§ Records shown:
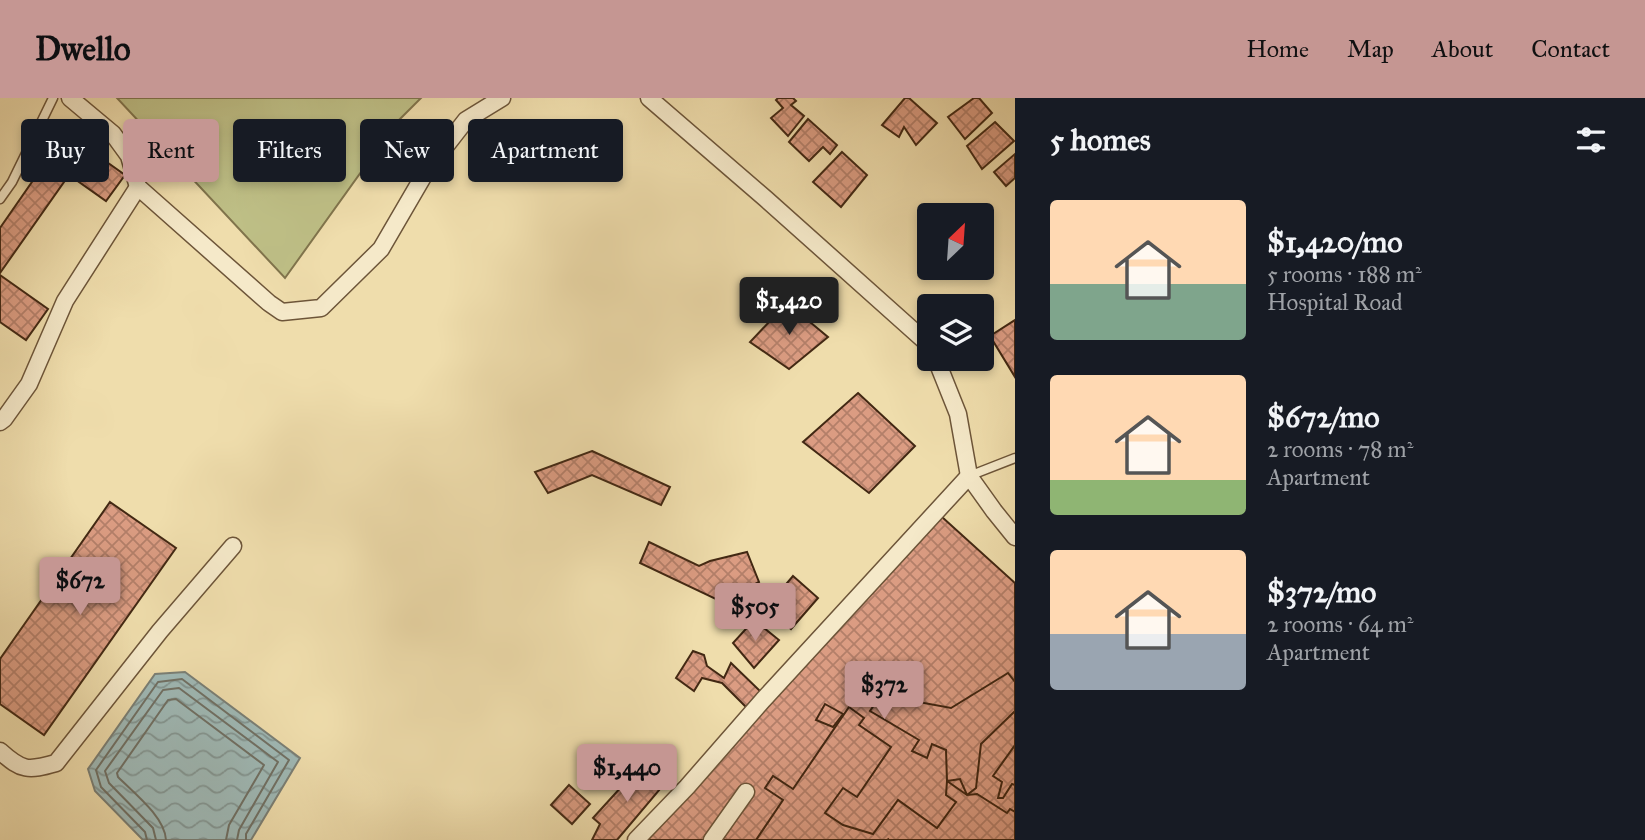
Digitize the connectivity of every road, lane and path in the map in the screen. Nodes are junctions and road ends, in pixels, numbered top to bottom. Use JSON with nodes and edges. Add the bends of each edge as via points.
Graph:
{"nodes":[{"id":1,"x":53,"y":98,"type":"edge"},
{"id":2,"x":70,"y":98,"type":"edge"},
{"id":3,"x":502,"y":98,"type":"edge"},
{"id":4,"x":649,"y":98,"type":"edge"},
{"id":5,"x":138,"y":187,"type":"junction"},
{"id":6,"x":0,"y":199,"type":"edge"},
{"id":7,"x":917,"y":334,"type":"edge"},
{"id":8,"x":941,"y":371,"type":"edge"},
{"id":9,"x":0,"y":422,"type":"edge"},
{"id":10,"x":1015,"y":458,"type":"edge"},
{"id":11,"x":969,"y":476,"type":"junction"},
{"id":12,"x":1015,"y":537,"type":"edge"},
{"id":13,"x":233,"y":546,"type":"dead end"},
{"id":14,"x":0,"y":751,"type":"edge"},
{"id":15,"x":746,"y":792,"type":"dead end"},
{"id":16,"x":636,"y":840,"type":"edge"},
{"id":17,"x":712,"y":840,"type":"edge"}],
"edges":[{"from":1,"to":6,"type":"lane"},
{"from":2,"to":5,"type":"street","via":[[113,134],[129,156]]},
{"from":3,"to":5,"type":"street","via":[[466,120],[427,170],[381,250],[321,308],[282,312]]},
{"from":4,"to":7,"type":"street"},
{"from":5,"to":9,"type":"street","via":[[65,301],[29,384]]},
{"from":8,"to":11,"type":"street","via":[[958,414]]},
{"from":10,"to":11,"type":"lane"},
{"from":11,"to":12,"type":"street"},
{"from":11,"to":16,"type":"street"},
{"from":13,"to":14,"type":"street","via":[[56,763],[33,770],[13,763]]},
{"from":15,"to":17,"type":"street"}]}
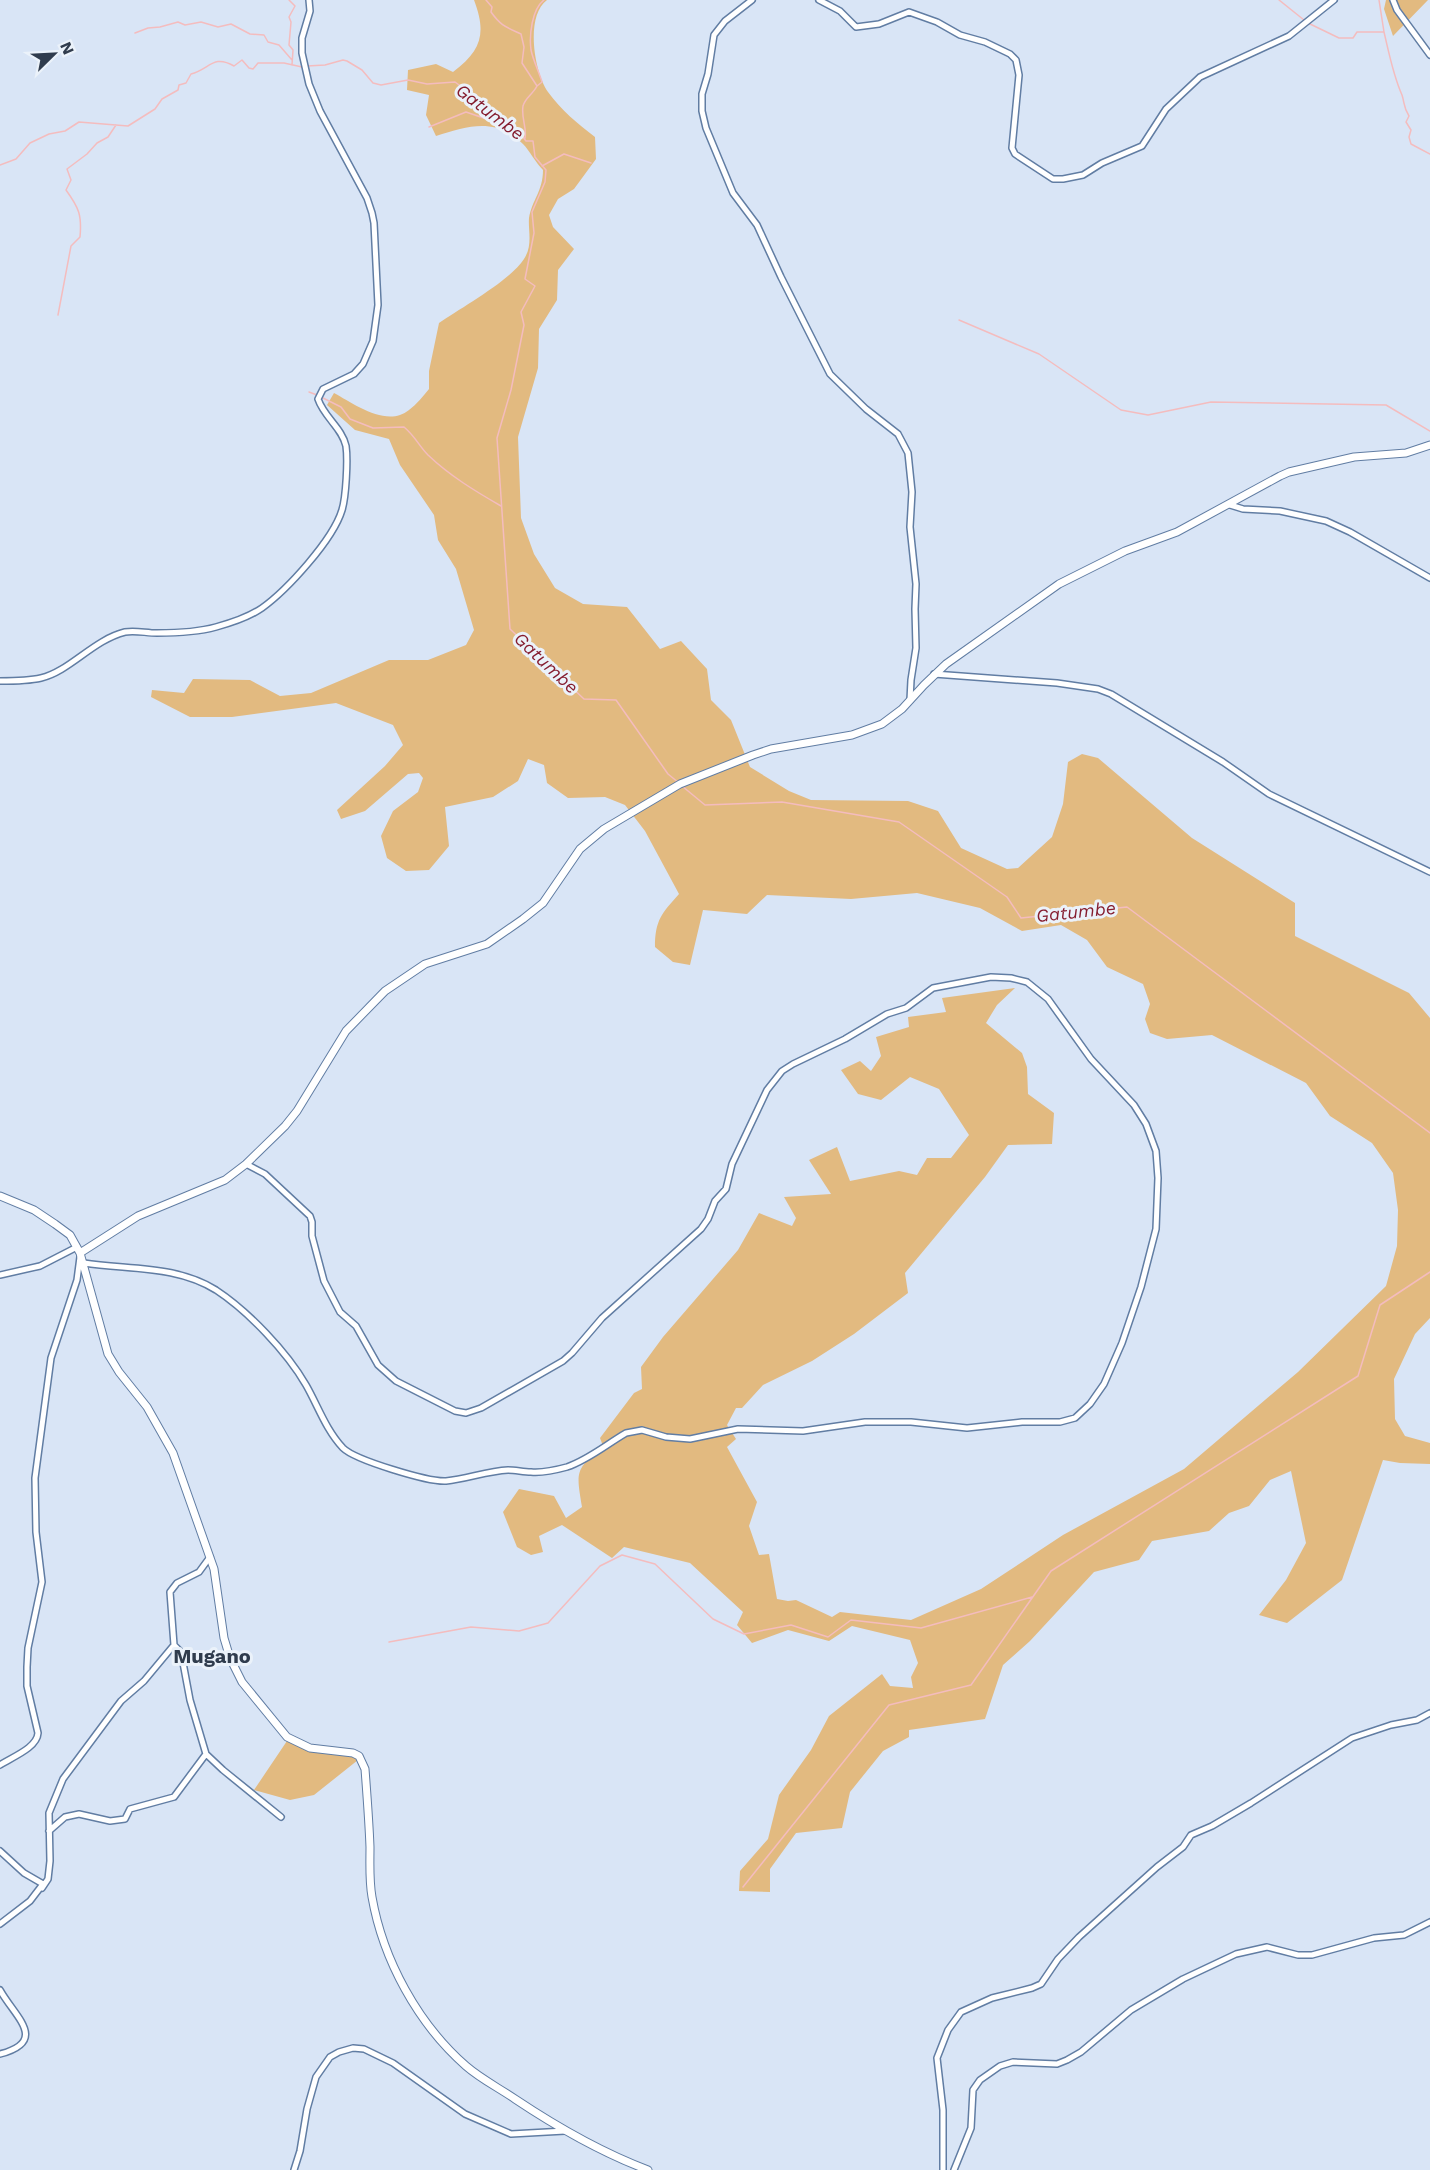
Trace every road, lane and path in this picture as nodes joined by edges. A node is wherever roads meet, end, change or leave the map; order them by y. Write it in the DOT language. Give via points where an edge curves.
graph roads {
  1 [pos="309,0"];
  2 [pos="752,0"];
  3 [pos="819,0"];
  4 [pos="1334,0"];
  5 [pos="1393,0"];
  6 [pos="1430,55"];
  7 [pos="1430,445"];
  8 [pos="1230,505"];
  9 [pos="1430,578"];
  10 [pos="934,674"];
  11 [pos="0,681"];
  12 [pos="910,700"];
  13 [pos="1430,872"];
  14 [pos="246,1164"];
  15 [pos="0,1196"];
  16 [pos="78,1250"];
  17 [pos="84,1263"];
  18 [pos="0,1275"];
  19 [pos="210,1557"];
  20 [pos="174,1645"];
  21 [pos="1430,1713"];
  22 [pos="206,1754"];
  23 [pos="0,1765"];
  24 [pos="281,1817"];
  25 [pos="48,1831"];
  26 [pos="0,1851"];
  27 [pos="42,1888"];
  28 [pos="1430,1923"];
  29 [pos="0,1924"];
  30 [pos="0,1990"];
  31 [pos="0,2054"];
  32 [pos="565,2131"];
  33 [pos="294,2170"];
  34 [pos="648,2170"];
  35 [pos="943,2170"];
  36 [pos="954,2170"];
  1 -- 11 [label="street" via="302,53 314,97 367,198 374,224 378,305 370,348 360,369 323,389 318,399 346,446 344,502 339,517 328,539 305,566 262,608 245,617 214,628 157,633 128,631 105,640 53,674"];
  2 -- 12 [label="street" via="714,35 702,111 733,193 757,225 830,374 898,434 908,453 916,584 916,648"];
  3 -- 4 [label="street" via="840,11 856,27 879,24 909,12 1010,54 1016,60 1019,75 1012,148 1053,179 1063,179 1083,175 1142,146 1166,109 1200,77 1288,36"];
  5 -- 6 [label="street"];
  7 -- 8 [label="main road" via="1406,453 1354,458 1289,472"];
  8 -- 9 [label="street" via="1326,521"];
  8 -- 10 [label="main road" via="1072,576"];
  10 -- 12 [label="main road"];
  10 -- 13 [label="street" via="1057,682 1111,694 1269,794"];
  12 -- 14 [label="main road" via="871,729 753,754 680,784 604,829 580,849 550,895 524,919 487,944 425,964 385,991 346,1030 285,1126"];
  14 -- 16 [label="main road" via="225,1180 155,1208"];
  14 -- 17 [label="street" via="265,1174 310,1216 324,1281 340,1312 356,1326 378,1365 404,1386 455,1412 466,1413 563,1361 609,1311 701,1229 726,1189 732,1164 767,1090 782,1071 912,1004 933,988 991,977 1027,982 1039,990 1058,1010 1091,1059 1134,1105 1156,1151 1156,1230 1122,1343 1104,1383 1075,1418 968,1428 865,1422 803,1431 732,1430 690,1439 642,1430 626,1433 565,1467 533,1473 509,1470 444,1481 360,1459 343,1448 302,1378 272,1341 218,1291 168,1272"];
  15 -- 16 [label="main road" via="56,1224 70,1235"];
  16 -- 17 [label="main road"];
  16 -- 18 [label="street" via="40,1266"];
  16 -- 23 [label="street" via="77,1280 51,1358 35,1478 42,1582 28,1648 27,1686 38,1739"];
  17 -- 19 [label="main road" via="108,1354 167,1440"];
  19 -- 20 [label="street" via="199,1572 177,1583 170,1593"];
  19 -- 32 [label="main road" via="224,1638 242,1682 287,1737 310,1748 353,1753 363,1763 372,1897 390,1957 414,2003 438,2037 466,2066"];
  20 -- 22 [label="street" via="181,1652"];
  20 -- 25 [label="street" via="121,1701 63,1779 49,1813"];
  21 -- 35 [label="street" via="1352,1738 1251,1803 1191,1835 1183,1847 1084,1932 1041,1984 961,2012 948,2030 937,2058"];
  22 -- 24 [label="street"];
  22 -- 25 [label="street" via="174,1797 130,1809 125,1819 110,1821 79,1814 65,1817"];
  25 -- 27 [label="street" via="49,1870"];
  26 -- 27 [label="street" via="24,1873 41,1882"];
  27 -- 29 [label="street"];
  28 -- 36 [label="street" via="1404,1935 1366,1940 1312,1955 1267,1947 1236,1954 1131,2010 1067,2060 1057,2064 1013,2062 1000,2066 973,2090 971,2128"];
  30 -- 31 [label="street" via="26,2030 24,2043"];
  32 -- 33 [label="street" via="511,2134 465,2114 393,2063 353,2048 330,2057 316,2078"];
  32 -- 34 [label="main road"];
}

§ What is needed:
Leave out the pictures, then copy all the remaining text in the records exactly.

§ Response to the task:
Digitize the connectivity of every road, lane and path in the map in the screen. Nodes are junctions and road ends, in pixels, numbered top to bottom. Use JSON with nodes and edges. Add the bends of each edge as via points.
Graph:
{"nodes":[{"id":1,"x":53,"y":98,"type":"edge"},
{"id":2,"x":70,"y":98,"type":"edge"},
{"id":3,"x":502,"y":98,"type":"edge"},
{"id":4,"x":649,"y":98,"type":"edge"},
{"id":5,"x":138,"y":187,"type":"junction"},
{"id":6,"x":0,"y":199,"type":"edge"},
{"id":7,"x":917,"y":334,"type":"edge"},
{"id":8,"x":941,"y":371,"type":"edge"},
{"id":9,"x":0,"y":422,"type":"edge"},
{"id":10,"x":1015,"y":458,"type":"edge"},
{"id":11,"x":969,"y":476,"type":"junction"},
{"id":12,"x":1015,"y":537,"type":"edge"},
{"id":13,"x":233,"y":546,"type":"dead end"},
{"id":14,"x":0,"y":751,"type":"edge"},
{"id":15,"x":746,"y":792,"type":"dead end"},
{"id":16,"x":636,"y":840,"type":"edge"},
{"id":17,"x":712,"y":840,"type":"edge"}],
"edges":[{"from":1,"to":6,"type":"lane"},
{"from":2,"to":5,"type":"street","via":[[113,134],[129,156]]},
{"from":3,"to":5,"type":"street","via":[[466,120],[427,170],[381,250],[321,308],[282,312]]},
{"from":4,"to":7,"type":"street"},
{"from":5,"to":9,"type":"street","via":[[65,301],[29,384]]},
{"from":8,"to":11,"type":"street","via":[[958,414]]},
{"from":10,"to":11,"type":"lane"},
{"from":11,"to":12,"type":"street"},
{"from":11,"to":16,"type":"street"},
{"from":13,"to":14,"type":"street","via":[[56,763],[33,770],[13,763]]},
{"from":15,"to":17,"type":"street"}]}
Trace every road, lane and path in this picture as nodes joined by edges. A node is wherever roads meet, end, change or leave the map; order them by y. Write it in the DOT language. Give via points where an edge curves.
graph roads {
  1 [pos="309,0"];
  2 [pos="752,0"];
  3 [pos="819,0"];
  4 [pos="1334,0"];
  5 [pos="1393,0"];
  6 [pos="1430,55"];
  7 [pos="1430,445"];
  8 [pos="1230,505"];
  9 [pos="1430,578"];
  10 [pos="934,674"];
  11 [pos="0,681"];
  12 [pos="910,700"];
  13 [pos="1430,872"];
  14 [pos="246,1164"];
  15 [pos="0,1196"];
  16 [pos="78,1250"];
  17 [pos="84,1263"];
  18 [pos="0,1275"];
  19 [pos="210,1557"];
  20 [pos="174,1645"];
  21 [pos="1430,1713"];
  22 [pos="206,1754"];
  23 [pos="0,1765"];
  24 [pos="281,1817"];
  25 [pos="48,1831"];
  26 [pos="0,1851"];
  27 [pos="42,1888"];
  28 [pos="1430,1923"];
  29 [pos="0,1924"];
  30 [pos="0,1990"];
  31 [pos="0,2054"];
  32 [pos="565,2131"];
  33 [pos="294,2170"];
  34 [pos="648,2170"];
  35 [pos="943,2170"];
  36 [pos="954,2170"];
  1 -- 11 [label="street" via="302,53 314,97 367,198 374,224 378,305 370,348 360,369 323,389 318,399 346,446 344,502 339,517 328,539 305,566 262,608 245,617 214,628 157,633 128,631 105,640 53,674"];
  2 -- 12 [label="street" via="714,35 702,111 733,193 757,225 830,374 898,434 908,453 916,584 916,648"];
  3 -- 4 [label="street" via="840,11 856,27 879,24 909,12 1010,54 1016,60 1019,75 1012,148 1053,179 1063,179 1083,175 1142,146 1166,109 1200,77 1288,36"];
  5 -- 6 [label="street"];
  7 -- 8 [label="main road" via="1406,453 1354,458 1289,472"];
  8 -- 9 [label="street" via="1326,521"];
  8 -- 10 [label="main road" via="1072,576"];
  10 -- 12 [label="main road"];
  10 -- 13 [label="street" via="1057,682 1111,694 1269,794"];
  12 -- 14 [label="main road" via="871,729 753,754 680,784 604,829 580,849 550,895 524,919 487,944 425,964 385,991 346,1030 285,1126"];
  14 -- 16 [label="main road" via="225,1180 155,1208"];
  14 -- 17 [label="street" via="265,1174 310,1216 324,1281 340,1312 356,1326 378,1365 404,1386 455,1412 466,1413 563,1361 609,1311 701,1229 726,1189 732,1164 767,1090 782,1071 912,1004 933,988 991,977 1027,982 1039,990 1058,1010 1091,1059 1134,1105 1156,1151 1156,1230 1122,1343 1104,1383 1075,1418 968,1428 865,1422 803,1431 732,1430 690,1439 642,1430 626,1433 565,1467 533,1473 509,1470 444,1481 360,1459 343,1448 302,1378 272,1341 218,1291 168,1272"];
  15 -- 16 [label="main road" via="56,1224 70,1235"];
  16 -- 17 [label="main road"];
  16 -- 18 [label="street" via="40,1266"];
  16 -- 23 [label="street" via="77,1280 51,1358 35,1478 42,1582 28,1648 27,1686 38,1739"];
  17 -- 19 [label="main road" via="108,1354 167,1440"];
  19 -- 20 [label="street" via="199,1572 177,1583 170,1593"];
  19 -- 32 [label="main road" via="224,1638 242,1682 287,1737 310,1748 353,1753 363,1763 372,1897 390,1957 414,2003 438,2037 466,2066"];
  20 -- 22 [label="street" via="181,1652"];
  20 -- 25 [label="street" via="121,1701 63,1779 49,1813"];
  21 -- 35 [label="street" via="1352,1738 1251,1803 1191,1835 1183,1847 1084,1932 1041,1984 961,2012 948,2030 937,2058"];
  22 -- 24 [label="street"];
  22 -- 25 [label="street" via="174,1797 130,1809 125,1819 110,1821 79,1814 65,1817"];
  25 -- 27 [label="street" via="49,1870"];
  26 -- 27 [label="street" via="24,1873 41,1882"];
  27 -- 29 [label="street"];
  28 -- 36 [label="street" via="1404,1935 1366,1940 1312,1955 1267,1947 1236,1954 1131,2010 1067,2060 1057,2064 1013,2062 1000,2066 973,2090 971,2128"];
  30 -- 31 [label="street" via="26,2030 24,2043"];
  32 -- 33 [label="street" via="511,2134 465,2114 393,2063 353,2048 330,2057 316,2078"];
  32 -- 34 [label="main road"];
}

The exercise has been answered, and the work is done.